As our chronological age increases so does the age we feel. However, our chronological age and the age in our heads do not increase at the same rate. Our heads are on Mars time. It takes Mars six hundred and eighty-six days to circle the sun, so time goes more slowly. Ten years on earth would feel like five point four years on Mars. How old we feel increases approximately five point four years for every chronological decade. The average seventy-year-old may feel sixty. In the ten years it takes them to reach eighty, they will only change the age that they feel to just over sixty five.

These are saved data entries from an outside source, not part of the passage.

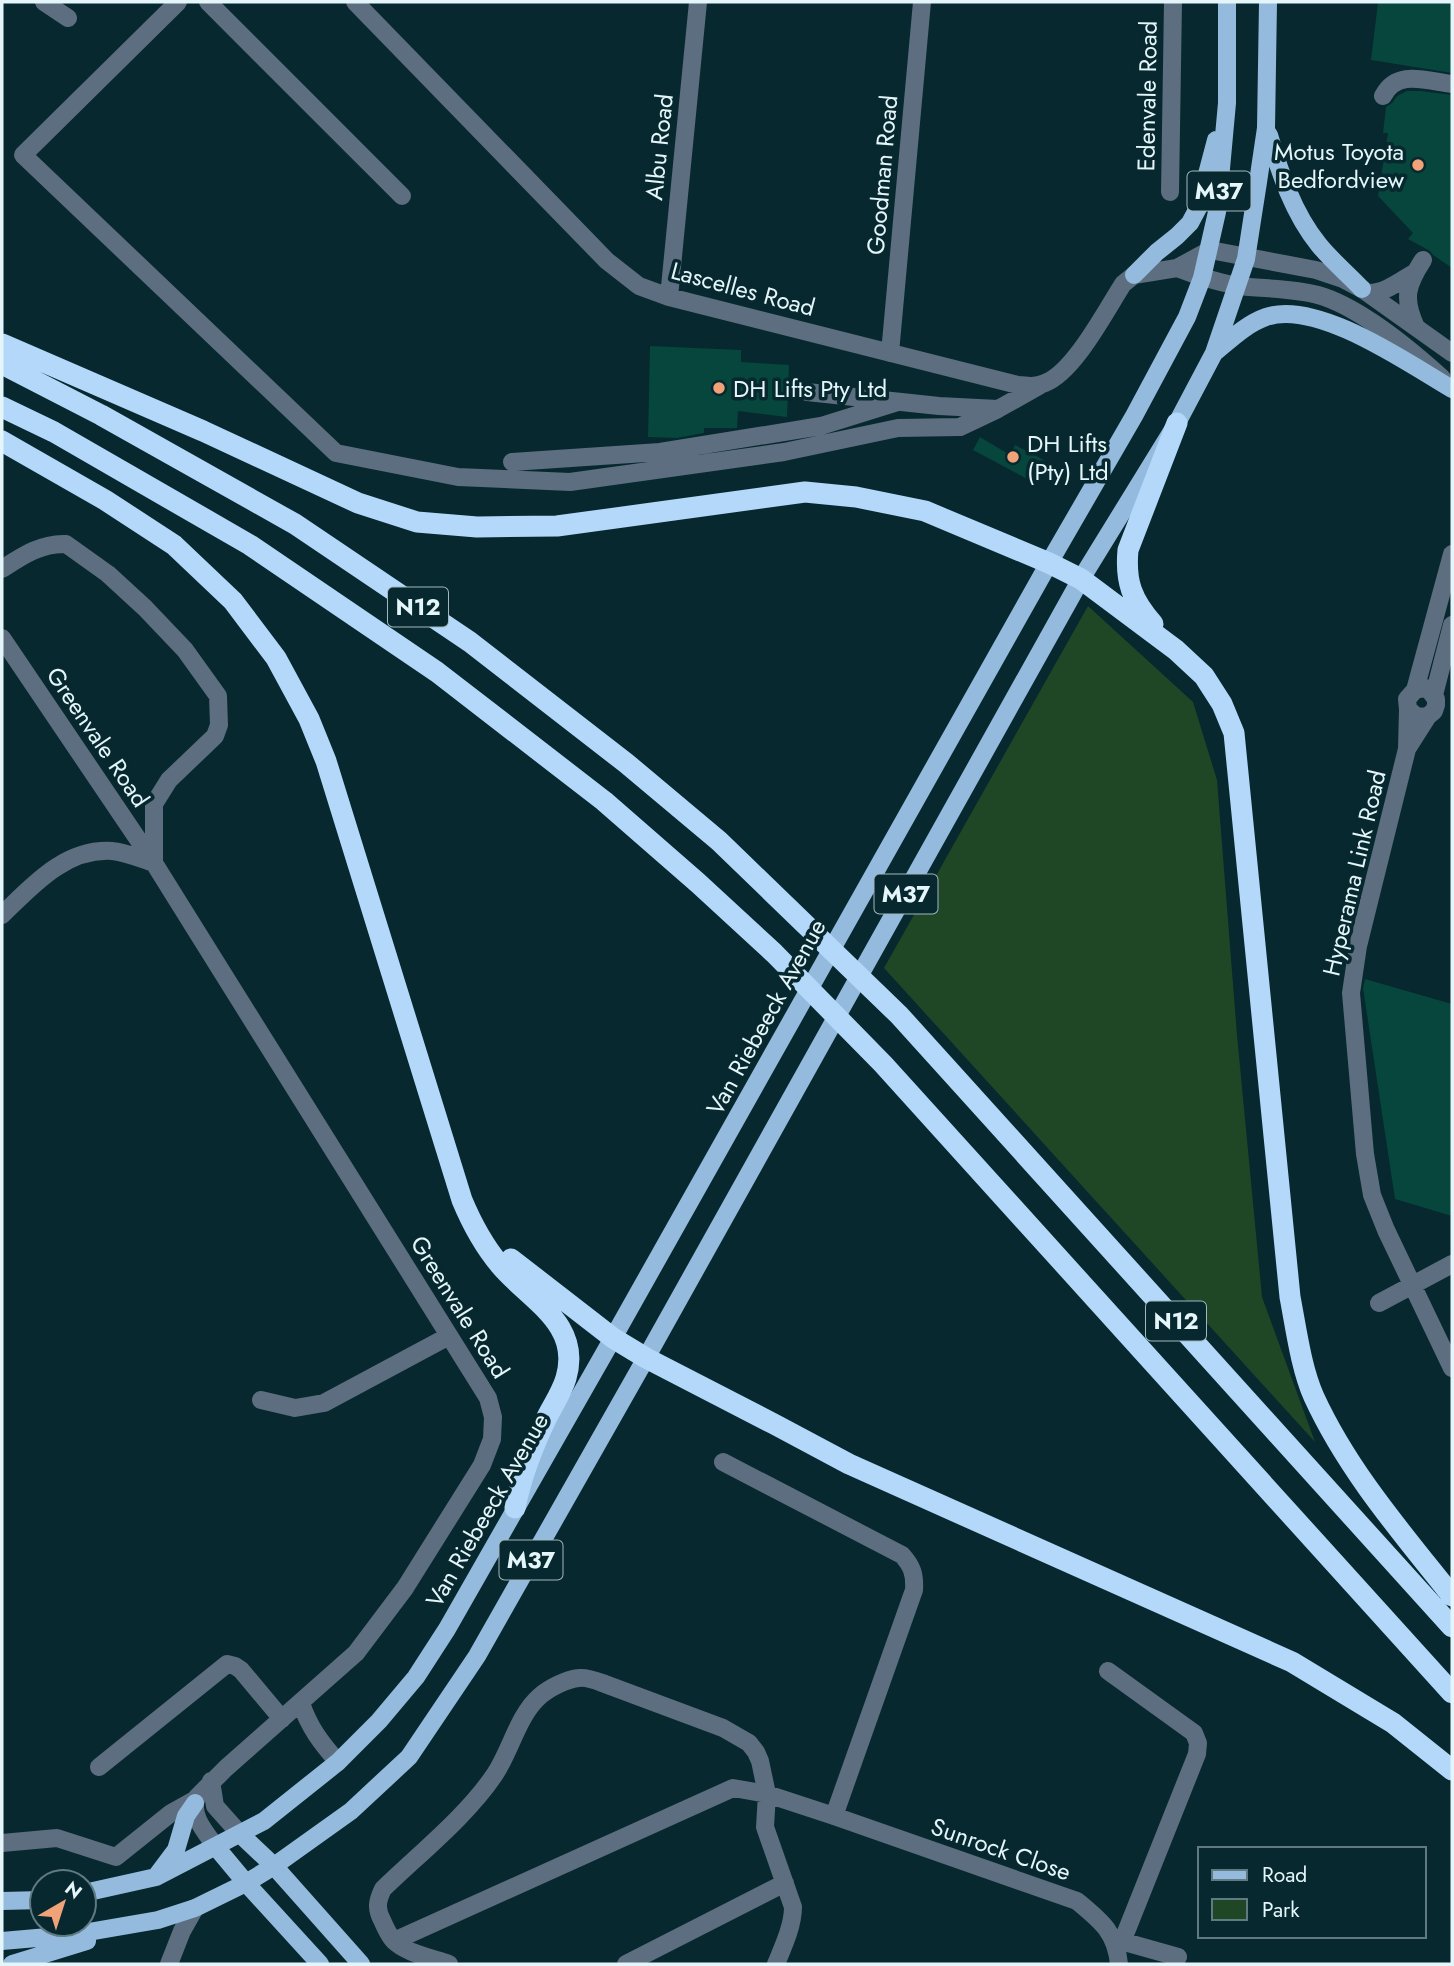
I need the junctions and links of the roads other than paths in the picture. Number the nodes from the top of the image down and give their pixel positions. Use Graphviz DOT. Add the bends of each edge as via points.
graph roads {
  1 [pos="44,2"];
  2 [pos="178,2"];
  3 [pos="208,2"];
  4 [pos="355,2"];
  5 [pos="698,2"];
  6 [pos="922,2"];
  7 [pos="1173,2"];
  8 [pos="1227,2"];
  9 [pos="1268,2"];
  10 [pos="68,18"];
  11 [pos="1452,84"];
  12 [pos="1383,96"];
  13 [pos="1227,103"];
  14 [pos="1266,128"];
  15 [pos="1170,192"];
  16 [pos="402,196"];
  17 [pos="1210,250"];
  18 [pos="1246,258"];
  19 [pos="1177,268"];
  20 [pos="1134,275"];
  21 [pos="1202,278"];
  22 [pos="1238,285"];
  23 [pos="1365,291"];
  24 [pos="669,297"];
  25 [pos="1416,327"];
  26 [pos="2,344"];
  27 [pos="890,353"];
  28 [pos="1452,353"];
  29 [pos="1214,354"];
  30 [pos="2,364"];
  31 [pos="1042,385"];
  32 [pos="1452,388"];
  33 [pos="807,392"];
  34 [pos="898,402"];
  35 [pos="2,407"];
  36 [pos="998,409"];
  37 [pos="1177,423"];
  38 [pos="2,441"];
  39 [pos="512,462"];
  40 [pos="1452,554"];
  41 [pos="1049,563"];
  42 [pos="2,569"];
  43 [pos="1081,579"];
  44 [pos="1452,625"];
  45 [pos="2,638"];
  46 [pos="1175,650"];
  47 [pos="1415,690"];
  48 [pos="1434,695"];
  49 [pos="1408,709"];
  50 [pos="1428,716"];
  51 [pos="1407,749"];
  52 [pos="154,863"];
  53 [pos="2,915"];
  54 [pos="471,1222"];
  55 [pos="1452,1264"];
  56 [pos="1412,1285"];
  57 [pos="1379,1303"];
  58 [pos="449,1336"];
  59 [pos="613,1338"];
  60 [pos="646,1358"];
  61 [pos="1452,1368"];
  62 [pos="261,1400"];
  63 [pos="723,1462"];
  64 [pos="515,1508"];
  65 [pos="1452,1596"];
  66 [pos="1452,1627"];
  67 [pos="1108,1671"];
  68 [pos="1452,1693"];
  69 [pos="301,1703"];
  70 [pos="282,1719"];
  71 [pos="338,1762"];
  72 [pos="99,1767"];
  73 [pos="1452,1770"];
  74 [pos="211,1781"];
  75 [pos="767,1794"];
  76 [pos="195,1801"];
  77 [pos="834,1816"];
  78 [pos="240,1834"];
  79 [pos="2,1843"];
  80 [pos="216,1846"];
  81 [pos="274,1866"];
  82 [pos="156,1877"];
  83 [pos="246,1882"];
  84 [pos="785,1883"];
  85 [pos="98,1891"];
  86 [pos="28,1900"];
  87 [pos="2,1901"];
  88 [pos="195,1908"];
  89 [pos="158,1920"];
  90 [pos="1118,1940"];
  91 [pos="2,1941"];
  92 [pos="394,1941"];
  93 [pos="1178,1957"];
  94 [pos="12,1964"];
  95 [pos="169,1964"];
  96 [pos="320,1964"];
  97 [pos="362,1964"];
  98 [pos="449,1964"];
  99 [pos="626,1964"];
  100 [pos="776,1964"];
  101 [pos="1119,1964"];
  1 -- 10 [label="street"];
  2 -- 36 [label="street" via="23,155 336,453 458,477 569,482 784,452 898,428 960,427"];
  3 -- 16 [label="street"];
  4 -- 24 [label="street, Lascelles Road" via="607,261 639,286"];
  5 -- 24 [label="street, Albu Road"];
  6 -- 27 [label="street, Goodman Road"];
  7 -- 15 [label="street, Edenvale Road"];
  8 -- 13 [label="main road, Van Riebeeck Avenue / M37"];
  9 -- 14 [label="main road, M37"];
  11 -- 12 [label="street" via="1403,78"];
  13 -- 17 [label="main road, Van Riebeeck Avenue / M37"];
  13 -- 20 [label="main road" via="1190,223"];
  14 -- 18 [label="main road, M37"];
  14 -- 23 [label="main road" via="1295,207 1319,245"];
  17 -- 18 [label="street"];
  17 -- 19 [label="street"];
  17 -- 21 [label="main road, Van Riebeeck Avenue / M37"];
  18 -- 22 [label="main road, M37"];
  18 -- 23 [label="street" via="1316,270"];
  19 -- 20 [label="street"];
  19 -- 21 [label="street"];
  20 -- 31 [label="street" via="1071,364"];
  21 -- 22 [label="street"];
  21 -- 41 [label="main road, Van Riebeeck Avenue / M37" via="1187,317 1140,405"];
  22 -- 29 [label="main road, M37"];
  22 -- 32 [label="street" via="1319,295 1346,307 1376,325"];
  23 -- 25 [label="street"];
  23 -- 25 [label="street" via="1389,288 1418,267 1407,300"];
  24 -- 27 [label="street, Lascelles Road"];
  25 -- 28 [label="street"];
  26 -- 41 [label="highway" via="358,503 417,522 558,526 805,492 925,511"];
  27 -- 31 [label="street, Lascelles Road" via="1018,385"];
  29 -- 32 [label="main road" via="1251,324 1289,313 1361,336"];
  29 -- 37 [label="main road, M37"];
  30 -- 66 [label="highway, N12" via="295,524 470,642 719,841 899,1015"];
  31 -- 36 [label="street"];
  33 -- 34 [label="street"];
  34 -- 36 [label="street"];
  34 -- 39 [label="street" via="821,426 660,452"];
  35 -- 68 [label="highway, N12" via="250,545 437,672 604,801 698,883 883,1064"];
  37 -- 43 [label="main road, M37"];
  37 -- 46 [label="highway" via="1134,531 1126,570 1140,605"];
  38 -- 54 [label="highway" via="174,545 233,601 276,658 326,761"];
  40 -- 47 [label="street"];
  41 -- 43 [label="highway"];
  41 -- 59 [label="main road, Van Riebeeck Avenue / M37"];
  42 -- 52 [label="street, Greenvale Road" via="32,550 66,544 145,608 185,650 218,696 215,736 169,780 154,804"];
  43 -- 46 [label="highway"];
  43 -- 60 [label="main road, M37"];
  44 -- 48 [label="street"];
  45 -- 52 [label="street, Greenvale Road"];
  46 -- 65 [label="highway" via="1214,689 1234,733 1290,1297 1313,1395 1343,1452"];
  47 -- 48 [label="street" via="1425,688"];
  47 -- 49 [label="street" via="1407,699"];
  48 -- 50 [label="street" via="1436,705"];
  49 -- 50 [label="street" via="1417,717"];
  49 -- 51 [label="street, Hyperama Link Road"];
  50 -- 51 [label="street, Hyperama Link Road"];
  51 -- 56 [label="street, Hyperama Link Road" via="1358,946 1351,993 1372,1195"];
  52 -- 53 [label="street" via="113,851 67,860"];
  52 -- 58 [label="street, Greenvale Road"];
  54 -- 59 [label="highway" via="518,1266"];
  54 -- 64 [label="highway" via="502,1268 550,1312 567,1342 565,1380 520,1481"];
  55 -- 56 [label="street"];
  56 -- 57 [label="street"];
  56 -- 61 [label="street, Hyperama Link Road"];
  58 -- 62 [label="street" via="324,1403 295,1408"];
  58 -- 69 [label="street, Greenvale Road" via="488,1398 493,1417 492,1439 482,1465 405,1588 356,1653"];
  59 -- 60 [label="highway"];
  59 -- 64 [label="main road, Van Riebeeck Avenue / M37"];
  60 -- 73 [label="highway" via="849,1464 1292,1662 1393,1723"];
  60 -- 81 [label="main road, M37" via="477,1656 409,1757 351,1811"];
  63 -- 77 [label="street" via="902,1555 914,1572 914,1590"];
  64 -- 71 [label="main road, Van Riebeeck Avenue / M37" via="416,1677"];
  67 -- 90 [label="street" via="1194,1733 1198,1743"];
  69 -- 70 [label="street, Greenvale Road"];
  69 -- 71 [label="street" via="307,1722"];
  70 -- 72 [label="street" via="241,1670 227,1664"];
  70 -- 74 [label="street, Greenvale Road"];
  71 -- 78 [label="main road, Van Riebeeck Avenue / M37" via="264,1821"];
  74 -- 76 [label="street, Greenvale Road"];
  74 -- 78 [label="street" via="215,1806"];
  75 -- 77 [label="street, Sunrock Close"];
  75 -- 84 [label="street" via="765,1827"];
  75 -- 92 [label="street, Sunrock Close" via="731,1788"];
  75 -- 92 [label="street" via="760,1761 749,1743 723,1728 578,1678 540,1696 481,1792 383,1889 378,1913"];
  76 -- 79 [label="street, Greenvale Road" via="171,1813 117,1857 57,1838"];
  76 -- 80 [label="street" via="201,1827"];
  76 -- 82 [label="main road" via="176,1850"];
  77 -- 90 [label="street, Sunrock Close" via="1077,1901"];
  78 -- 80 [label="main road, Van Riebeeck Avenue / M37"];
  78 -- 81 [label="main road"];
  80 -- 82 [label="main road, Van Riebeeck Avenue / M37"];
  80 -- 83 [label="main road"];
  81 -- 83 [label="main road, M37"];
  81 -- 97 [label="main road"];
  82 -- 85 [label="main road, Van Riebeeck Avenue / M37"];
  83 -- 88 [label="main road, M37"];
  83 -- 96 [label="main road"];
  84 -- 99 [label="street"];
  84 -- 100 [label="street" via="793,1914"];
  86 -- 87 [label="main road"];
  88 -- 89 [label="main road, M37"];
  88 -- 95 [label="street"];
  89 -- 91 [label="main road, M37"];
  89 -- 94 [label="main road"];
  90 -- 93 [label="street"];
  90 -- 101 [label="street, Sunrock Close"];
  92 -- 98 [label="street"];
}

Feeling younger is not just a “nice to have”. "Felt age” is a better predictor of the onset of many psychological and physiological diseases. It is however a two-way street and an illness can often make people feel older. Feeling older than your age is correlated negatively with life expectancy.
Time We Have Left
In the last Newsletter I introduced a different measure of time : Time We Have Left. Carstensen’s idea was that at some point mortality becomes real. Her “socioemotional selectivity theory” says that at that point we start to adjust our behaviour. We do this based on the time we feel we have left. We manage our lives to maximize positive emotional experiences. Life becomes too short to do anything else. The theory is more complex because it suggests that there is not a single point at which our motivation changes. Instead there is a progressive change as our life expectations age. Scales have been developed to measure not only the time we feel we have left, but our aspirations.
Which is the Best Time?
Last month in the Journal of Services Research two friends published an interesting study. They were looking at different measures of time. My friends asked a simple question. Which time is the better predictor of our behaviour? Is it our chronological age? Is it our “Felt Age”, the age that we feel inside? Is it the “time we think we have left”?
They asked respondents about a recent experience with their bank or their grocery store. They were trying to predicted a number of behaviours. Did people intend to switch suppliers (loyalty)? Would they recommend the bank or store (Word of Mouth)? Would they complain? They also measured the respondents perceptions of that experience. Finally they assessed their view of value for money.
The results are interesting. In terms of switching behaviour the “felt age” is a better predictor. This is consistent with the large car purchasing study in Newsletter #34. On all of the other measures the best predictor is the future time perspective: the time we think we have left.
I am not sure that I want focus on the time I have left. May be we should all just look on the "Bright Side of Life”?